(Beginning of SOURCE INFORMATION)

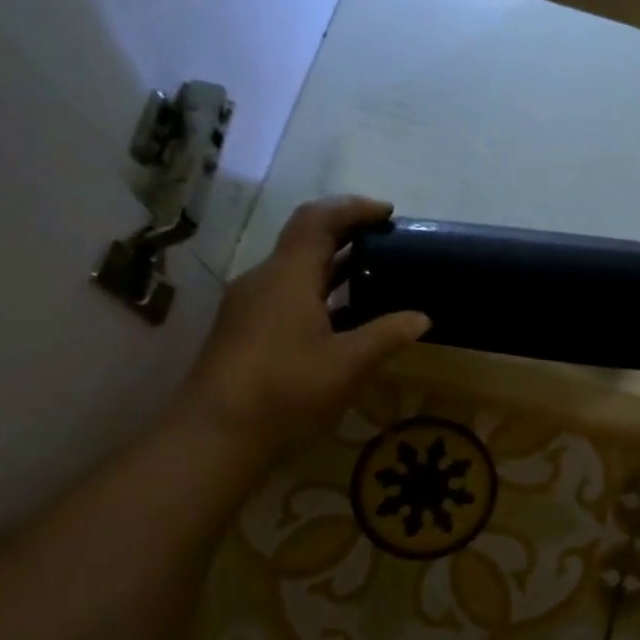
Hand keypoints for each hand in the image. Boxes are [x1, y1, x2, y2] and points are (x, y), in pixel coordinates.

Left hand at [170, 197, 428, 454]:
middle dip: (347, 234)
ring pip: (295, 270)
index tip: (388, 213)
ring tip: (372, 277)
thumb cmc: (287, 388)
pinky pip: (286, 294)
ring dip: (333, 266)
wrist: (217, 431)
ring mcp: (249, 305)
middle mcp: (264, 279)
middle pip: (305, 240)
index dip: (353, 208)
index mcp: (288, 276)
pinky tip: (341, 319)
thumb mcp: (349, 363)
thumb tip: (422, 318)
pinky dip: (318, 292)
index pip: (318, 220)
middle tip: (386, 242)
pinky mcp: (244, 329)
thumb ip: (387, 335)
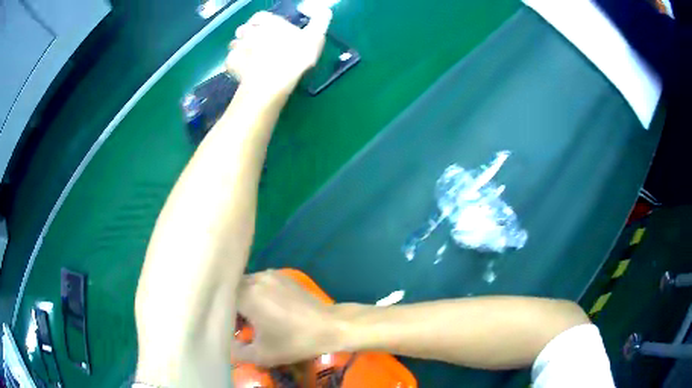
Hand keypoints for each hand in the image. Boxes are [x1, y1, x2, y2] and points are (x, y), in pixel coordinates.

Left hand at [226, 8, 331, 95]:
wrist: (273, 81)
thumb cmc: (295, 56)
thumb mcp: (315, 37)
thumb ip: (319, 22)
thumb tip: (325, 10)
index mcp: (269, 22)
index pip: (260, 16)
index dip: (261, 21)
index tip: (265, 27)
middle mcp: (251, 31)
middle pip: (244, 29)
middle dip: (248, 34)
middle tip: (256, 43)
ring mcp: (238, 47)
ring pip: (235, 43)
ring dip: (240, 47)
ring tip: (248, 57)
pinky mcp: (231, 63)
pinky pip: (230, 60)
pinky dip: (235, 63)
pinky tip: (241, 69)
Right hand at [232, 270, 347, 366]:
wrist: (330, 327)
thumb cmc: (295, 341)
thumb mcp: (263, 355)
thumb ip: (238, 351)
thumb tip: (228, 345)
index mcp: (247, 294)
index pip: (223, 298)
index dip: (223, 313)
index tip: (229, 326)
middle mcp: (256, 279)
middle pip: (235, 289)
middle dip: (234, 305)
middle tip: (240, 323)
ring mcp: (271, 275)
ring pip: (248, 284)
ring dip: (246, 298)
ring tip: (254, 316)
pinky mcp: (284, 276)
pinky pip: (262, 282)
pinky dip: (259, 293)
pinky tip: (269, 308)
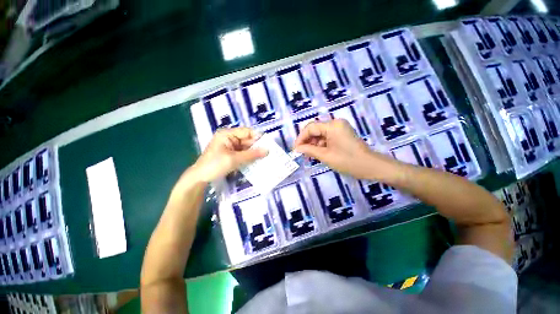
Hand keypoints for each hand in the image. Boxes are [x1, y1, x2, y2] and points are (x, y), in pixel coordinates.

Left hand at [191, 128, 266, 182]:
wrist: (200, 178)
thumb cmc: (215, 165)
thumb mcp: (234, 159)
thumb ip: (251, 155)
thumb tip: (267, 150)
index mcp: (227, 134)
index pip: (246, 131)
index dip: (257, 136)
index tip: (268, 144)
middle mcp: (229, 138)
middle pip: (247, 140)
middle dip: (257, 146)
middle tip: (269, 152)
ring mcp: (230, 146)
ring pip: (246, 147)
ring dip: (254, 153)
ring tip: (265, 157)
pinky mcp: (231, 154)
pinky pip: (243, 153)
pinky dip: (249, 157)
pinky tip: (257, 161)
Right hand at [294, 120, 390, 178]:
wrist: (371, 166)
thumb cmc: (348, 161)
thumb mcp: (326, 156)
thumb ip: (309, 150)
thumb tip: (297, 149)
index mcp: (332, 126)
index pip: (310, 128)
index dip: (301, 138)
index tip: (295, 149)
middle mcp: (336, 123)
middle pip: (315, 129)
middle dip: (307, 141)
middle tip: (301, 153)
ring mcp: (340, 127)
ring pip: (320, 133)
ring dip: (313, 143)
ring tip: (309, 155)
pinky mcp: (342, 133)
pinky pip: (326, 136)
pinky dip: (320, 144)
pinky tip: (318, 153)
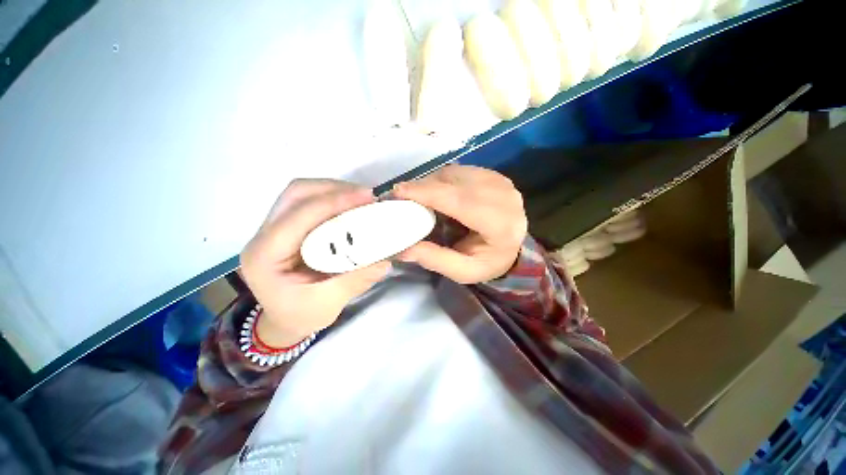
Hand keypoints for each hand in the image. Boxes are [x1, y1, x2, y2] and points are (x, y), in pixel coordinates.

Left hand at [240, 180, 390, 347]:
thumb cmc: (300, 315)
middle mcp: (264, 235)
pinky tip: (351, 206)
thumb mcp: (327, 305)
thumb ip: (355, 281)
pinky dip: (333, 198)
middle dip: (333, 189)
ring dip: (334, 190)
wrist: (283, 319)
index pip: (298, 216)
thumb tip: (385, 261)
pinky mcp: (289, 227)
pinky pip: (309, 202)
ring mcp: (275, 228)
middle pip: (296, 194)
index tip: (365, 198)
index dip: (332, 202)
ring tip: (362, 199)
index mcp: (265, 257)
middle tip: (366, 196)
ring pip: (301, 193)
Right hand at [393, 165, 526, 283]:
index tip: (399, 191)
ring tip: (417, 196)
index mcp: (500, 224)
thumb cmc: (487, 261)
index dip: (428, 193)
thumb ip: (435, 260)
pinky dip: (442, 179)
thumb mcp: (463, 271)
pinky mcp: (493, 175)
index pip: (460, 201)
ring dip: (431, 182)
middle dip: (424, 186)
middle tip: (402, 195)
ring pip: (455, 173)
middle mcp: (504, 197)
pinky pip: (459, 171)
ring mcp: (500, 182)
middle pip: (456, 182)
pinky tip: (435, 192)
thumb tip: (402, 249)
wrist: (513, 248)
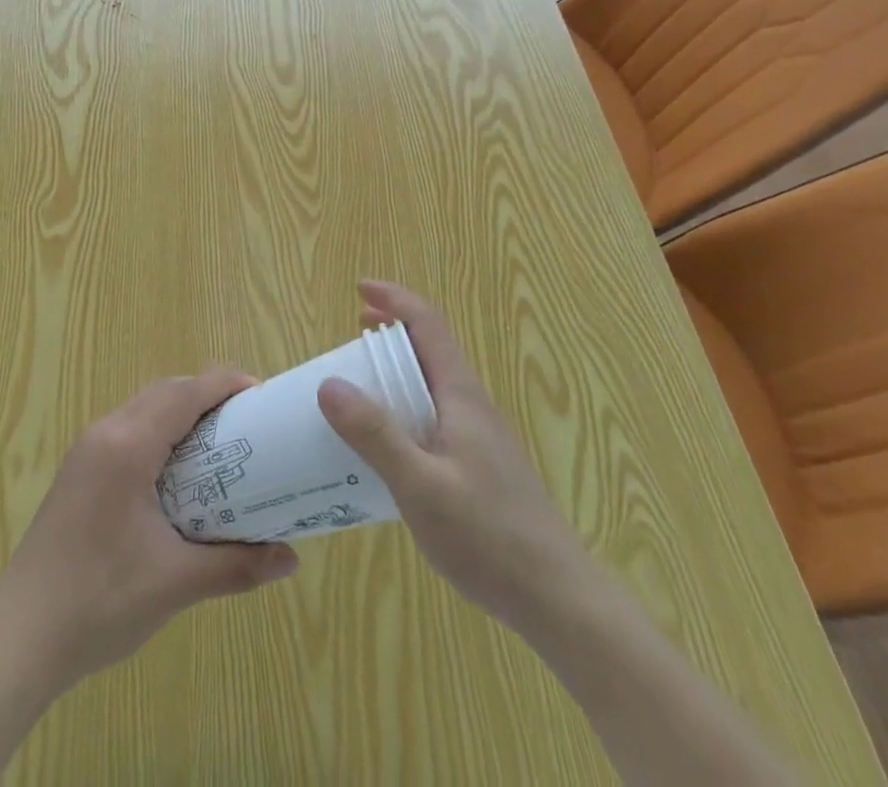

(End of SOURCE INFORMATION)

**WORK INSTRUCTION**
Look through the material and copy each line that has "Left".

**ANSWER FOR THIS EXERCISE**
Left hand at [170, 197, 428, 454]:
Left hand at [226, 8, 331, 95]:
Left hand at [191, 128, 266, 182]:
Left hand at [240, 180, 390, 347]:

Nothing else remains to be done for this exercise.